Chapter 10 is addressed above – measles vaccines don’t create autism despite how much the antivaxxers want it to. Let’s deal with a few specific allegations. They cite the Madsen study and point out its mistakes but forget their mistakes in their analysis: First off, epidemiologists from different countries are going to collaborate and sometimes have employment in more than one organization. That’s been a thing since the earliest days of epidemiology, and occurs in multiple disciplines outside even outside of science. People who work in the same field are naturally going to want to collaborate professionally when there are shared interests. The authors think they have a “gotcha” here, but they most certainly do not. Next, the authors used an old antivax trope, that if only they could see the raw data all the time, they would be able to produce studies that support the antivaxxer narrative. The current mainstream medical position is that the association between MMR vaccination and autism is either zero or so small as to be practically speaking, indistinguishable from zero. Here’s why – I actually read the study. First off, there are several more modern studies that refute any relationship between MMR vaccines and autism. Antivaxxers keep on trying to recycle this claim because they think some people can be duped. Next, the calculations shown in the study are only suspicious if you have no idea what you are looking at. They criticize that there is an 8 percent lower risk of autism in the MMR vaccinated children.
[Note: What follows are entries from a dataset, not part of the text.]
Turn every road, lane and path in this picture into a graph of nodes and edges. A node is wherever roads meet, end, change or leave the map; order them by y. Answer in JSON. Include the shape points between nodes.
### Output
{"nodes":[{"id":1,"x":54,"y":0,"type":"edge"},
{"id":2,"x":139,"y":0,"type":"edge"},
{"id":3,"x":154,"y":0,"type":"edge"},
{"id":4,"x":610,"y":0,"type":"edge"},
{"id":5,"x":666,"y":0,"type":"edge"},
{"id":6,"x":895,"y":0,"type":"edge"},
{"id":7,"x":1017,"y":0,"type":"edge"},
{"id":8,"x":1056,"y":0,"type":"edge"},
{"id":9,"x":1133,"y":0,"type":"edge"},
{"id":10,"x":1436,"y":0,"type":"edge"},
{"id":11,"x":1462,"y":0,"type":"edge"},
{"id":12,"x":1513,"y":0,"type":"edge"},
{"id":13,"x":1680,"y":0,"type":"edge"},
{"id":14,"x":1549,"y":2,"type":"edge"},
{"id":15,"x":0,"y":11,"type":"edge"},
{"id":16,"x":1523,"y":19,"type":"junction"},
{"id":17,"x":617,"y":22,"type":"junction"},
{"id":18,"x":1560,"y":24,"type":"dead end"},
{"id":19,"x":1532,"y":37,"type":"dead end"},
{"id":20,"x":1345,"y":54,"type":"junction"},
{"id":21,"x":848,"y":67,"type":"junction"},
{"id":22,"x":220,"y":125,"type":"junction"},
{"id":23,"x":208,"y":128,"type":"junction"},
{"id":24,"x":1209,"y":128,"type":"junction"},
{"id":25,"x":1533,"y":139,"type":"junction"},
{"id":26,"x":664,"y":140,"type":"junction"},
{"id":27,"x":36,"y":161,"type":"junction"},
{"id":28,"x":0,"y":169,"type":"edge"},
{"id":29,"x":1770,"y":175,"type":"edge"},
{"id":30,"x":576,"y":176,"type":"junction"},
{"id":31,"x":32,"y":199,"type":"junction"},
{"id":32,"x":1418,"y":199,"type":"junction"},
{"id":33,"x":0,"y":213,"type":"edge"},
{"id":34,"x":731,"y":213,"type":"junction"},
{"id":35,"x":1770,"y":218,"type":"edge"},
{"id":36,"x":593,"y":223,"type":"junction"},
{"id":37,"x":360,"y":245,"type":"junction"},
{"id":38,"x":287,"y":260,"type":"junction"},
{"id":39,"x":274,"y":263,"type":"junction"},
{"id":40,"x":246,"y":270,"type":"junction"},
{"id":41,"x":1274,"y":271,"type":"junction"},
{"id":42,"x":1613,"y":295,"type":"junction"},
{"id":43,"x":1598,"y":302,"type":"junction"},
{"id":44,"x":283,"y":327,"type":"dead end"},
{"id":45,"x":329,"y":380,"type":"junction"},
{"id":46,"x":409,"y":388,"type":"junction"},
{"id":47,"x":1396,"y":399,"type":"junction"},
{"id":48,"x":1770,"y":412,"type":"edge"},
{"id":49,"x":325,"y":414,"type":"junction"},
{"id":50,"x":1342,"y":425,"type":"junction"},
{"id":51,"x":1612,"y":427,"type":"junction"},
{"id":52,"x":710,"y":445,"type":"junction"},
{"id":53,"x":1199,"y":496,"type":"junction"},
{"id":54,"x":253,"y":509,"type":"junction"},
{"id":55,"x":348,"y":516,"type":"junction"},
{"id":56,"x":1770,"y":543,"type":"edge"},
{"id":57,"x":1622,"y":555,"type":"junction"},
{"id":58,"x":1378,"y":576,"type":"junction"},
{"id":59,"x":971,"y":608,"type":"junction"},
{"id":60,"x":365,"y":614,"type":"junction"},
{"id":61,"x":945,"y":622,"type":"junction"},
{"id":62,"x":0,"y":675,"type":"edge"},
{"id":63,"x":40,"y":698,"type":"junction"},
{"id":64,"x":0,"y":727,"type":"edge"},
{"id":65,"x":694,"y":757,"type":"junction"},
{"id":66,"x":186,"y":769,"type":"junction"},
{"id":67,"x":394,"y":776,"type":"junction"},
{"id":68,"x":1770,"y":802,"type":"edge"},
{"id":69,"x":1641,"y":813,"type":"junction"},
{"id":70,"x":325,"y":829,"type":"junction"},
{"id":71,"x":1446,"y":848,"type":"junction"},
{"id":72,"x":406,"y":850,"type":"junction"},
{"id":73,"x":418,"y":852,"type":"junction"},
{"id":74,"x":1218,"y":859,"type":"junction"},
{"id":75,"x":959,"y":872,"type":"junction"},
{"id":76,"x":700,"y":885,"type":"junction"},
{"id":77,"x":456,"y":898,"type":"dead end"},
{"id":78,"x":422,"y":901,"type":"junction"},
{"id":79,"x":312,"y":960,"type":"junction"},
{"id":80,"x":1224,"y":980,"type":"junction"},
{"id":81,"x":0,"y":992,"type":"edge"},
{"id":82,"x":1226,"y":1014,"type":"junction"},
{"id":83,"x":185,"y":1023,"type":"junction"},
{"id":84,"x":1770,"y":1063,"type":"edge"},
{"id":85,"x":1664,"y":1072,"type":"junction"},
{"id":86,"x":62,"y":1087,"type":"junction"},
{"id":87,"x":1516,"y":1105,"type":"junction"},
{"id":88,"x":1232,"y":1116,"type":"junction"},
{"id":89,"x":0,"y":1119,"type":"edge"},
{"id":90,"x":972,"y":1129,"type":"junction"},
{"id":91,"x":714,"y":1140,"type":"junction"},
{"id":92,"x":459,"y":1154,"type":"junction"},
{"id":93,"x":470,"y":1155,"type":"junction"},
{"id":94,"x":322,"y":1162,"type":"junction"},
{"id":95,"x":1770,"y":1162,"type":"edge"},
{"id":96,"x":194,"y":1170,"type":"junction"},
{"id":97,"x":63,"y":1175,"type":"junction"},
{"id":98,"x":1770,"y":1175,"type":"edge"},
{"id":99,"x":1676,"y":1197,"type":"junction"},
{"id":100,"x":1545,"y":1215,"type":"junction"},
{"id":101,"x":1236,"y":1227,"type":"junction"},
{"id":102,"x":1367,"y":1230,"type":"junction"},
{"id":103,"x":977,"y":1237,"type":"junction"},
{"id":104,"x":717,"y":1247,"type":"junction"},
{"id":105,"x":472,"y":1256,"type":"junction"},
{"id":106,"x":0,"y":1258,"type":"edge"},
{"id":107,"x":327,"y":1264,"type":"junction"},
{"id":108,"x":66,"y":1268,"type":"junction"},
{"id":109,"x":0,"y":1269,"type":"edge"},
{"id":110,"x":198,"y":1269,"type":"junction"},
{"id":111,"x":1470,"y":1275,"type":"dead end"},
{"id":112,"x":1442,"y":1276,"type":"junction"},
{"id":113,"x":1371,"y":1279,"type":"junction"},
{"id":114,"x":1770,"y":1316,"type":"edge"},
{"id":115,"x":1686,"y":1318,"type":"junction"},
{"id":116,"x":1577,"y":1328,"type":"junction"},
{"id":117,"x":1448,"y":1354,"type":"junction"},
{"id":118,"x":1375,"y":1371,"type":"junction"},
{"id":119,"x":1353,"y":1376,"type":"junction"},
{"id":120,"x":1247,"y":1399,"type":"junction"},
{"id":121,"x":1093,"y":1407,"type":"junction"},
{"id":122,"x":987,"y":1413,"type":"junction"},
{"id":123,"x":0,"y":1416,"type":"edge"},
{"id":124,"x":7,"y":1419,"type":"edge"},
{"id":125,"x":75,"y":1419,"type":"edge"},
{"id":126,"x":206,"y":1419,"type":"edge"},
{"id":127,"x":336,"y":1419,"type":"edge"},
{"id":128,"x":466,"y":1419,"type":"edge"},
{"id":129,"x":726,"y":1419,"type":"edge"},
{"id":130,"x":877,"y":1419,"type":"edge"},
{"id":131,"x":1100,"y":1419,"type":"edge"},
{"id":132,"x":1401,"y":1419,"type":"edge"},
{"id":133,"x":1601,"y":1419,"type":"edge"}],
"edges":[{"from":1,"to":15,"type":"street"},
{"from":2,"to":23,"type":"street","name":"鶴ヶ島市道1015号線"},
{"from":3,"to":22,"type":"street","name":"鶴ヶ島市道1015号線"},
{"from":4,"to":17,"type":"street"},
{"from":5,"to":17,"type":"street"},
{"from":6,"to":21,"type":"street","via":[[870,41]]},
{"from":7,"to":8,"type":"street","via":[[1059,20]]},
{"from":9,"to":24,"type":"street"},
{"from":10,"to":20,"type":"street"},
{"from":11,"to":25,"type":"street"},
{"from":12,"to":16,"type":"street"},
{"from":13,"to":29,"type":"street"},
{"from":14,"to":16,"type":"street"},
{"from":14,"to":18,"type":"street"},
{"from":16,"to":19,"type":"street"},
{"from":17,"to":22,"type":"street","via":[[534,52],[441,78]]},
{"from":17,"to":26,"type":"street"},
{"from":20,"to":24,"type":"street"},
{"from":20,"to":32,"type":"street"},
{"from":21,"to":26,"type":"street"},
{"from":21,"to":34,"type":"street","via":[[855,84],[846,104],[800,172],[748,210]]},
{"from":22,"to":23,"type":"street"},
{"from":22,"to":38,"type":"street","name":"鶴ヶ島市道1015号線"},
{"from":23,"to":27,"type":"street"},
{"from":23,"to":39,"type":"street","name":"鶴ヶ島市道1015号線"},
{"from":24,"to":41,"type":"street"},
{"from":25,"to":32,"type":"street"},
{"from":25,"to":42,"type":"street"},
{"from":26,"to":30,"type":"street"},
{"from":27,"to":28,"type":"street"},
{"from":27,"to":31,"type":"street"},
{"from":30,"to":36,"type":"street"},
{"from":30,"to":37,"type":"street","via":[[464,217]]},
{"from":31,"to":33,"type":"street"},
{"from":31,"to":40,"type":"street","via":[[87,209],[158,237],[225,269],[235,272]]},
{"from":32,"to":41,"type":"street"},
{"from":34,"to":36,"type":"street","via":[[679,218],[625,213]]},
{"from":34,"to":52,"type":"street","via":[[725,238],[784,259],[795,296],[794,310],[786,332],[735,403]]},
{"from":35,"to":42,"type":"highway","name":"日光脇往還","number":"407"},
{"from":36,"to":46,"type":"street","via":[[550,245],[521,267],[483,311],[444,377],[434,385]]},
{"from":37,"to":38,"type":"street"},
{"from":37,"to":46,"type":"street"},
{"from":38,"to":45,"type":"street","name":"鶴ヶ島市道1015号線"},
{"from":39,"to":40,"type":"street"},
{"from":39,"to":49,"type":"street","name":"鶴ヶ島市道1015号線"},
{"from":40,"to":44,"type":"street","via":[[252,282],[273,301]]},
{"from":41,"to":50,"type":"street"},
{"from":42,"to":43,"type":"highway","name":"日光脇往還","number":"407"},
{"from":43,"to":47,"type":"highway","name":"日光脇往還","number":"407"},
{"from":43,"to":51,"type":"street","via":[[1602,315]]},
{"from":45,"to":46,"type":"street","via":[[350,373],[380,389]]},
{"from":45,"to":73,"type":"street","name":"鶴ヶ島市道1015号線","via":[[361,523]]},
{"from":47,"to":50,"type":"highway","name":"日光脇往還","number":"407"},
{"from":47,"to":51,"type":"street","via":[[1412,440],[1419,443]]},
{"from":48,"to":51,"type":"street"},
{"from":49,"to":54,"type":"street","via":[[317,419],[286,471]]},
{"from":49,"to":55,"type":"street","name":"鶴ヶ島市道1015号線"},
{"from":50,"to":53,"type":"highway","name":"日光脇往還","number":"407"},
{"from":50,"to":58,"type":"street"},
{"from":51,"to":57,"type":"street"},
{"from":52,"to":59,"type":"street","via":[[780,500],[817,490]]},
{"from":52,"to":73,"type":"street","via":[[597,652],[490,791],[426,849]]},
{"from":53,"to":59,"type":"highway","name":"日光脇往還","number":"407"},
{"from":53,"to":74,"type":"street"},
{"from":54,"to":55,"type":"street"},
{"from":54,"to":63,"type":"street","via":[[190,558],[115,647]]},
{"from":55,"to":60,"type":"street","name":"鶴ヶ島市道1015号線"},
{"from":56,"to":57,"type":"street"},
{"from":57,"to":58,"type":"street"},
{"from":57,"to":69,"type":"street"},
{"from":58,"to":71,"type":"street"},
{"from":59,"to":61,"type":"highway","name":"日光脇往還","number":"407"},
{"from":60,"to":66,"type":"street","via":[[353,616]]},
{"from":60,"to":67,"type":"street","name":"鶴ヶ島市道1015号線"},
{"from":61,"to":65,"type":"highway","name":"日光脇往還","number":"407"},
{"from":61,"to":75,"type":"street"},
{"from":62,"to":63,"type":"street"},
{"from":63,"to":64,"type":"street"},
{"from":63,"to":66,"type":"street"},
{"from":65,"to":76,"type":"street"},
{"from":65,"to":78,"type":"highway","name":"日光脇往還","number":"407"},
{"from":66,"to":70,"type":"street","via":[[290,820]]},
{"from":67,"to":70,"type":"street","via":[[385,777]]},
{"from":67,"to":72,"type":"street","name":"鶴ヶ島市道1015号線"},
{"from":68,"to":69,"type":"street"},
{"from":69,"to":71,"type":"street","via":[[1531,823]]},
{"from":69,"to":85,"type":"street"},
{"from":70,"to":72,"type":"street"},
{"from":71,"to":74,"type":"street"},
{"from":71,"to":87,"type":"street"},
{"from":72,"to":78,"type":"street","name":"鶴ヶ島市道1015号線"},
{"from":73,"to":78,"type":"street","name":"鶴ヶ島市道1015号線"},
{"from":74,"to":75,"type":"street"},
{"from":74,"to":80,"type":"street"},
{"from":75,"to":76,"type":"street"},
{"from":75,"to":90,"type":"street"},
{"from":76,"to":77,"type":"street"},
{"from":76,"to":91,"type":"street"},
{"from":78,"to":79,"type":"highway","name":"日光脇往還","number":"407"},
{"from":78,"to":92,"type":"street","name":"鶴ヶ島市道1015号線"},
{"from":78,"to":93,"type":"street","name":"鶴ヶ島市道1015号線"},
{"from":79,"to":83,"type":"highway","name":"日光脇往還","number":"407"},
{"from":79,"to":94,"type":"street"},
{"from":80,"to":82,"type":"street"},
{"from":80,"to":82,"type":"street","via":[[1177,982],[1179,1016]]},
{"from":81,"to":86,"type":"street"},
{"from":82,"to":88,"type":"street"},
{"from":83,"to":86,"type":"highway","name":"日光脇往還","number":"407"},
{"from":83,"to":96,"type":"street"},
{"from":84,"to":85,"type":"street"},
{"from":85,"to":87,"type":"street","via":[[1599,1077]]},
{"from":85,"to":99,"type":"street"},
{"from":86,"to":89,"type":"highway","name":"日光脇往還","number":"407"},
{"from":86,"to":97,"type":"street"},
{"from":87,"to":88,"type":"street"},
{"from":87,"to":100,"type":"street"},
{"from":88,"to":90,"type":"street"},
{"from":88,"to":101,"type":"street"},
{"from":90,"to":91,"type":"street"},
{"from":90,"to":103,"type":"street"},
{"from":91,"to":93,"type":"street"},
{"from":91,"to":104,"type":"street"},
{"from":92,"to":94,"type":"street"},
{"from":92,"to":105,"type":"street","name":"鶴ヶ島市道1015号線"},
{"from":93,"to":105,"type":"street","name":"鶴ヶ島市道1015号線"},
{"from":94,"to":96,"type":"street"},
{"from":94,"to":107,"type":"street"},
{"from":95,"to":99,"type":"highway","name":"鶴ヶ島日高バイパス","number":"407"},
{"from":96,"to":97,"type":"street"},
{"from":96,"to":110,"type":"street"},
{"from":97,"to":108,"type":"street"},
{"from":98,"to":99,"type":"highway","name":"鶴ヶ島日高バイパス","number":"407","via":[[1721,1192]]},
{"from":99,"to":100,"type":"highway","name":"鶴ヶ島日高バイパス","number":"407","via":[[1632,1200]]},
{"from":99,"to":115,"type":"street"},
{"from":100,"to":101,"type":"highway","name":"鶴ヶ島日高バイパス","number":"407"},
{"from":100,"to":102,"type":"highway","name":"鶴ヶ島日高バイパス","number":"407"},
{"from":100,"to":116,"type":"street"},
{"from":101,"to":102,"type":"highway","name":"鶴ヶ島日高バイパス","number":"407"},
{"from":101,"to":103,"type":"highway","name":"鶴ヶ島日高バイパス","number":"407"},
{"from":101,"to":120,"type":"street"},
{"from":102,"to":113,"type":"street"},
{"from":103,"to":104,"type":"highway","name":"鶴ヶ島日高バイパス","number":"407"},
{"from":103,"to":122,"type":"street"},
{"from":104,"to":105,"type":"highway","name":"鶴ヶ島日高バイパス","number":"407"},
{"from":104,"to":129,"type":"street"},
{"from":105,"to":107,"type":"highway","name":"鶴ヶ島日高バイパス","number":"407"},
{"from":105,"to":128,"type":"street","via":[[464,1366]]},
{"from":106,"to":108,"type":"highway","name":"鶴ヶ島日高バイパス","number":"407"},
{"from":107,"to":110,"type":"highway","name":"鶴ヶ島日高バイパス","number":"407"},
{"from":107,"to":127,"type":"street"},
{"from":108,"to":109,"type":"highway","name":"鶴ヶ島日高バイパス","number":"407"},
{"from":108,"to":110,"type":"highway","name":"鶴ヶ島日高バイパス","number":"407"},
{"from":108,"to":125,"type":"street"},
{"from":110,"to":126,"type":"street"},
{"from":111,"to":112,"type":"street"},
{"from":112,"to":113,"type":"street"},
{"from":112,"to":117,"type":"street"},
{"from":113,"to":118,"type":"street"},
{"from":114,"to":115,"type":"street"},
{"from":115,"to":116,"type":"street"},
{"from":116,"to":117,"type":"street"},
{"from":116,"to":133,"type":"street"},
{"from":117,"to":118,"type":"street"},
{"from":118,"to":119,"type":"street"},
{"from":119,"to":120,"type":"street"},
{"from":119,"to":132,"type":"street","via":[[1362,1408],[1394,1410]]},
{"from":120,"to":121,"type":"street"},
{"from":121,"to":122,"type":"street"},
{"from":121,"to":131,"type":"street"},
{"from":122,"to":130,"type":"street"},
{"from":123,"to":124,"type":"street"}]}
They then fail to read the fact that the authors specifically mentioned, that they have tight confidence intervals (high confidence in the statistical result) demonstrating the two groups being compared are not statistically any different. If the book authors want to be seen as having any credibility at all analyzing studies, they shouldn’t be making such a simple mistake. Let’s next look at the study and the table they are referencing:

The only pair of numbers up top that differ by 45% are the 53 and 77, which are numbers that delineate the number of children diagnosed with autism, versus the number of children with other autism spectrum disorders. Both were in the unvaccinated group. Let’s be real here – the authors can’t even distinguish the vaccinated from the unvaccinated groups correctly when reading a study. These two points alone should trash their claims. They cite the Mawson studies as a remedy to the “mistakes” they think they found in the Madsen study – forgetting to mention to the author that Mawson’s studies have several retractions and serious mistakes of their own. Lastly, the measles vaccine ingredients do not systematically cause brain inflammation no matter how much the authors want it to.

Overall, part two of the book is a circus show of mistakes that don’t require a science fan to spot – there are a litany of mistakes in even basic fact finding.